Trade negotiators from India and the EU quietly conceded that a long-promised free trade agreement will not be wrapped up by the end of the year. Talks are bogged down on a few sensitive issues, particularly automobiles, steel and climate-linked trade rules.

Negotiations are now expected to spill into January, with both sides hoping to announce at least a partial deal when EU President Ursula von der Leyen travels to New Delhi early next year. That would miss the deadline set in February by Modi and von der Leyen to conclude the agreement in 2025, underscoring how difficult the final stretch has become after nearly two decades of on-and-off talks. The renewed urgency behind the deal was driven less by bilateral enthusiasm than by global disruption.
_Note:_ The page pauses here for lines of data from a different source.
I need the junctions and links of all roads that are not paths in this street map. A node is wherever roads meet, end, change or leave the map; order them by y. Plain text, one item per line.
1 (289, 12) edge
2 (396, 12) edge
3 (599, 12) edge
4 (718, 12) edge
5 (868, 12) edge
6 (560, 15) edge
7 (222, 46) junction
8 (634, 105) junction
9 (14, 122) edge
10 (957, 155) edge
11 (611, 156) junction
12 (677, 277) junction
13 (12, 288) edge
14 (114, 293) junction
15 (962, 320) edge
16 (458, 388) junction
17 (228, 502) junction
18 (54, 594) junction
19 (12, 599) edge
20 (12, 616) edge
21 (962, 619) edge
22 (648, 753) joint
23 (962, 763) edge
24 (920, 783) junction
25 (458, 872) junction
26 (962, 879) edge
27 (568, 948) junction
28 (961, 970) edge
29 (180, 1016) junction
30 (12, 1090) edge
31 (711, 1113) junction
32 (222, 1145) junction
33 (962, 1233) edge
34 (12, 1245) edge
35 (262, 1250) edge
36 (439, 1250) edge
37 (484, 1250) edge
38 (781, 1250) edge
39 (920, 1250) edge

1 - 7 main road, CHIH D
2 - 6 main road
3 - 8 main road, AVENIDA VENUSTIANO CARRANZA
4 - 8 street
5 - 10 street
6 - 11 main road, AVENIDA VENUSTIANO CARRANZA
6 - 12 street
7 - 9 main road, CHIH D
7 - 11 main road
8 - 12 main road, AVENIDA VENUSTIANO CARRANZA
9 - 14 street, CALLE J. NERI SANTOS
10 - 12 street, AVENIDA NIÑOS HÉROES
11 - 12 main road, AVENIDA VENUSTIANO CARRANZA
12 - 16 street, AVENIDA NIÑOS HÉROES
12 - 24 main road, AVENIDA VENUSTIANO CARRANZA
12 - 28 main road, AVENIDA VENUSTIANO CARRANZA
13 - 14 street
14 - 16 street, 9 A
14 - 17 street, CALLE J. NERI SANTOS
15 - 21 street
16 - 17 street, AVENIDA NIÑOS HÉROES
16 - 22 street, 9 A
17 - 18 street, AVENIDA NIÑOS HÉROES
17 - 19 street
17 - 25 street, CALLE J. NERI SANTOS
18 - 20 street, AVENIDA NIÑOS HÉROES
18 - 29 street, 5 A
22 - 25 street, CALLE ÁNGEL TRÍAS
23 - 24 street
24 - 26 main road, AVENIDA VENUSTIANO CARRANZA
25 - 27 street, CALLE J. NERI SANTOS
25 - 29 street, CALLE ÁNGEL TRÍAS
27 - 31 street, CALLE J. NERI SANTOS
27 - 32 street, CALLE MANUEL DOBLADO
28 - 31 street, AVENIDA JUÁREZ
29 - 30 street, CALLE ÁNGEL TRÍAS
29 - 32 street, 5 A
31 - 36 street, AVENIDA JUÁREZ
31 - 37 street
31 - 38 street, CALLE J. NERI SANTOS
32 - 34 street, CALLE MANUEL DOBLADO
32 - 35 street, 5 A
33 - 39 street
Trump, of course, has imposed tariffs on both sides of the globe but particularly India. The EU is racing to diversify trade ties as relations with both the US and China are more strained. 

Yet ambition has collided with domestic desires. The EU wants India to expand the quota of roughly 80,000 cars it can export under reduced tariffs, a demand that runs straight into India’s protection of its domestic auto industry. New Delhi is pushing for lower EU duties on certain steel products and greater flexibility around the bloc’s carbon border taxes, which Indian officials argue would penalize developing economies.

Even if a deal emerges, it is likely to be thinner than recent EU trade agreements, reflecting compromises on both scope and timelines. Indian officials insist progress has been made, while EU representatives say technical negotiations remain intense, but neither side is pretending the finish line is close.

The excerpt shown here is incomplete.